[Stored data entries]
———

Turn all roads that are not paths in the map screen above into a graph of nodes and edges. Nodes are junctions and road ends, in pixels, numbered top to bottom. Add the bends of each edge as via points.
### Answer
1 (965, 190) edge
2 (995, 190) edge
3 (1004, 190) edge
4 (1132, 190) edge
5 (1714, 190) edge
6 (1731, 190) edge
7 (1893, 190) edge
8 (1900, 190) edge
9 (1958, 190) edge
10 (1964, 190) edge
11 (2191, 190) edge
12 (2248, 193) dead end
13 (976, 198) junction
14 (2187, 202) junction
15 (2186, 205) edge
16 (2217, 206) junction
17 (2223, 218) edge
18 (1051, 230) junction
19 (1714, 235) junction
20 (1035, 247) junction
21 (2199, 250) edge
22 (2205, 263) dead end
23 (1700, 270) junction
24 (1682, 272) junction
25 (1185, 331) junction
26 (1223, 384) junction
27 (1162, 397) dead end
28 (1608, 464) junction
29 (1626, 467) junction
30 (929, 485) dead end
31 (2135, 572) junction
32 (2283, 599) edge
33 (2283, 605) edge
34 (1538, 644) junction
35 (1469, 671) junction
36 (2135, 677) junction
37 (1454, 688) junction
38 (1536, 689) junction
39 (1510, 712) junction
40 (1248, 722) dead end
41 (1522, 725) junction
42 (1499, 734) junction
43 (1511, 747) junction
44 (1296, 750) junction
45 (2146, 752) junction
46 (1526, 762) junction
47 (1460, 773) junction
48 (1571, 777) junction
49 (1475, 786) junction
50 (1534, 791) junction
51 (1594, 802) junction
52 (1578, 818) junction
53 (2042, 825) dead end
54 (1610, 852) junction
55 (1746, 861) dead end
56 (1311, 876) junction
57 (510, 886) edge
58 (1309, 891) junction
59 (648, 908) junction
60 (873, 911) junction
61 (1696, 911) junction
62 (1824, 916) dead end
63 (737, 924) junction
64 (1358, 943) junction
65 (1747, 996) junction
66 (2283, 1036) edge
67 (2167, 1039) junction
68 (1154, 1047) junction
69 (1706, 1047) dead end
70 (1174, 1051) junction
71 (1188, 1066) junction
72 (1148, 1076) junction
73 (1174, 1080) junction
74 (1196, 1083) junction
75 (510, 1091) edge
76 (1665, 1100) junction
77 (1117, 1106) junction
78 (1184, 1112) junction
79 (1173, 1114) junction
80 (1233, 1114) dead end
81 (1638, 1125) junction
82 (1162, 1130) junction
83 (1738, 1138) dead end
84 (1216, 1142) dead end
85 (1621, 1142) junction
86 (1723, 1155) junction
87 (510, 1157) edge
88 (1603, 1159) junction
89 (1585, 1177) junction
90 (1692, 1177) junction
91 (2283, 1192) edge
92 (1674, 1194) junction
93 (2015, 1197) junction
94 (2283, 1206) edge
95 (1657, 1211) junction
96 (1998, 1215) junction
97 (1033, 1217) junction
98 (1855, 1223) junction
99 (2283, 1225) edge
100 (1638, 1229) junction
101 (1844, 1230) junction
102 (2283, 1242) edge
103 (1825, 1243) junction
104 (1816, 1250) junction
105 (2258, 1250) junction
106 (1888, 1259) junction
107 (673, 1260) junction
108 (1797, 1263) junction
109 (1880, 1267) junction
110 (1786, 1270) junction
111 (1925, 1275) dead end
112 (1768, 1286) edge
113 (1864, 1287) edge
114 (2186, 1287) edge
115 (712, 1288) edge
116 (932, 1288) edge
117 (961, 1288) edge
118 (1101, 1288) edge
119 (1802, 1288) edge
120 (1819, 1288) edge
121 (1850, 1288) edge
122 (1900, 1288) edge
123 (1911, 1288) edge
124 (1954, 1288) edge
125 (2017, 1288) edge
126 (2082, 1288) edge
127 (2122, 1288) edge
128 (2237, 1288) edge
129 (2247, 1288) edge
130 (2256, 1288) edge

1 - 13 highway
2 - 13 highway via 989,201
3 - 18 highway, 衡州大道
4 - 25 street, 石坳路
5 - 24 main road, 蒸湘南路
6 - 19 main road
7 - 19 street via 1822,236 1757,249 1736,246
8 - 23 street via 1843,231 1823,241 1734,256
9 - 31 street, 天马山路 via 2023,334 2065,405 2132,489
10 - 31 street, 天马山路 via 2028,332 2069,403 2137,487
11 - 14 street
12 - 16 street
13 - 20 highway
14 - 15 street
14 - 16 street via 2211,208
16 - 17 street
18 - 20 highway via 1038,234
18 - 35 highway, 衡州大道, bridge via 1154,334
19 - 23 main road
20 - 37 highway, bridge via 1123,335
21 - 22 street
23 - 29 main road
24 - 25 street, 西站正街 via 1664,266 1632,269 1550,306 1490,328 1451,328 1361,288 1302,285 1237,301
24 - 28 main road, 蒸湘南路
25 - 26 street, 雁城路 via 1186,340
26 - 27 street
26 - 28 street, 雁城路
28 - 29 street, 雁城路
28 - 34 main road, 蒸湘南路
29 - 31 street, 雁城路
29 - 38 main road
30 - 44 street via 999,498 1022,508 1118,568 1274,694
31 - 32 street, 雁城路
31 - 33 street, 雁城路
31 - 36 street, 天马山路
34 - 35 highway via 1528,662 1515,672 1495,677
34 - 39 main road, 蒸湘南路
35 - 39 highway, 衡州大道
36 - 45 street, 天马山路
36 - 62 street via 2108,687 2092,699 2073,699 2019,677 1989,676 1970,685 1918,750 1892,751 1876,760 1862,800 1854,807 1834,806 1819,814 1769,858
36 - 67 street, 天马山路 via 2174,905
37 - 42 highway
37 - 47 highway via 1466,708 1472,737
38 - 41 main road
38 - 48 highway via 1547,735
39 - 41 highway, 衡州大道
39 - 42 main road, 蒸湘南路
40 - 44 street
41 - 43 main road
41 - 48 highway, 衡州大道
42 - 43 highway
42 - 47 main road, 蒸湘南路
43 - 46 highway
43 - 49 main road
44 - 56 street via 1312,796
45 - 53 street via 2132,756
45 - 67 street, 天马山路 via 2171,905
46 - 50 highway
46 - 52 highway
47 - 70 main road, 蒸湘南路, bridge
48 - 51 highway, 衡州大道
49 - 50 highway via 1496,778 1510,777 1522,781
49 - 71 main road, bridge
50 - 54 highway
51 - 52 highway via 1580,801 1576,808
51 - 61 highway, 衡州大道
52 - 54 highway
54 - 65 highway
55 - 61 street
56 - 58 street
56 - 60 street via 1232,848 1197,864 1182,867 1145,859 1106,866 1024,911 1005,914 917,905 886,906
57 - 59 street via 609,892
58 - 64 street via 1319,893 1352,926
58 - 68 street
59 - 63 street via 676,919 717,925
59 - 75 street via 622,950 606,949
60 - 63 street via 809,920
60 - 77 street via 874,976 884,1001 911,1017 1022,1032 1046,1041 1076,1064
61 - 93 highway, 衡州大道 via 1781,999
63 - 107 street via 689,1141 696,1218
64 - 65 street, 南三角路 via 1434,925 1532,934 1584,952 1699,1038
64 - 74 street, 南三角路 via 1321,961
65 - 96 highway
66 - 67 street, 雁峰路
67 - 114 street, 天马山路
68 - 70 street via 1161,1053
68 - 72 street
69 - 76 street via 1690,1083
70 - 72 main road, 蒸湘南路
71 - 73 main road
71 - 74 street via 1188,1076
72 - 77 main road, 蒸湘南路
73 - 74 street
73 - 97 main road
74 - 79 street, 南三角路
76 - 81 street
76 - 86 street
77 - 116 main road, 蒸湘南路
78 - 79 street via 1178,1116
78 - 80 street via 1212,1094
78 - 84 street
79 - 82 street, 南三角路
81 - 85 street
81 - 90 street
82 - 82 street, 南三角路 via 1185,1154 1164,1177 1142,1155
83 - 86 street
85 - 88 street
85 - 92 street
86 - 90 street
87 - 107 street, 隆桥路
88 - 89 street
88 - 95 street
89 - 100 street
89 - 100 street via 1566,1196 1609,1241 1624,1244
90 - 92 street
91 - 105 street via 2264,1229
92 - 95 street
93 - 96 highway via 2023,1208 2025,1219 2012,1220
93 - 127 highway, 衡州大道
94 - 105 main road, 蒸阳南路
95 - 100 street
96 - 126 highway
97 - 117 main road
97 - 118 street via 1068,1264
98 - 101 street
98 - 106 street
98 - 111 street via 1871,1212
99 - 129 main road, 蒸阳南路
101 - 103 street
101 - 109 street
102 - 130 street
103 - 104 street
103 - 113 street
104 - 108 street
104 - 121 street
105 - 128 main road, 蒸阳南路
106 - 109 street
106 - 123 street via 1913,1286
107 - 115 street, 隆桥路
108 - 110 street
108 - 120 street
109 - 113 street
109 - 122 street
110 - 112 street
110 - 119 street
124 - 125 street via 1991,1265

———

## ASSIGNMENT:
For this exercise, copy every line of the data that holds "衡州大道".

## RESPONSE TO THE EXERCISE:
3 - 18 highway, 衡州大道
18 - 35 highway, 衡州大道, bridge via 1154,334
35 - 39 highway, 衡州大道
39 - 41 highway, 衡州大道
41 - 48 highway, 衡州大道
48 - 51 highway, 衡州大道
51 - 61 highway, 衡州大道
61 - 93 highway, 衡州大道 via 1781,999
93 - 127 highway, 衡州大道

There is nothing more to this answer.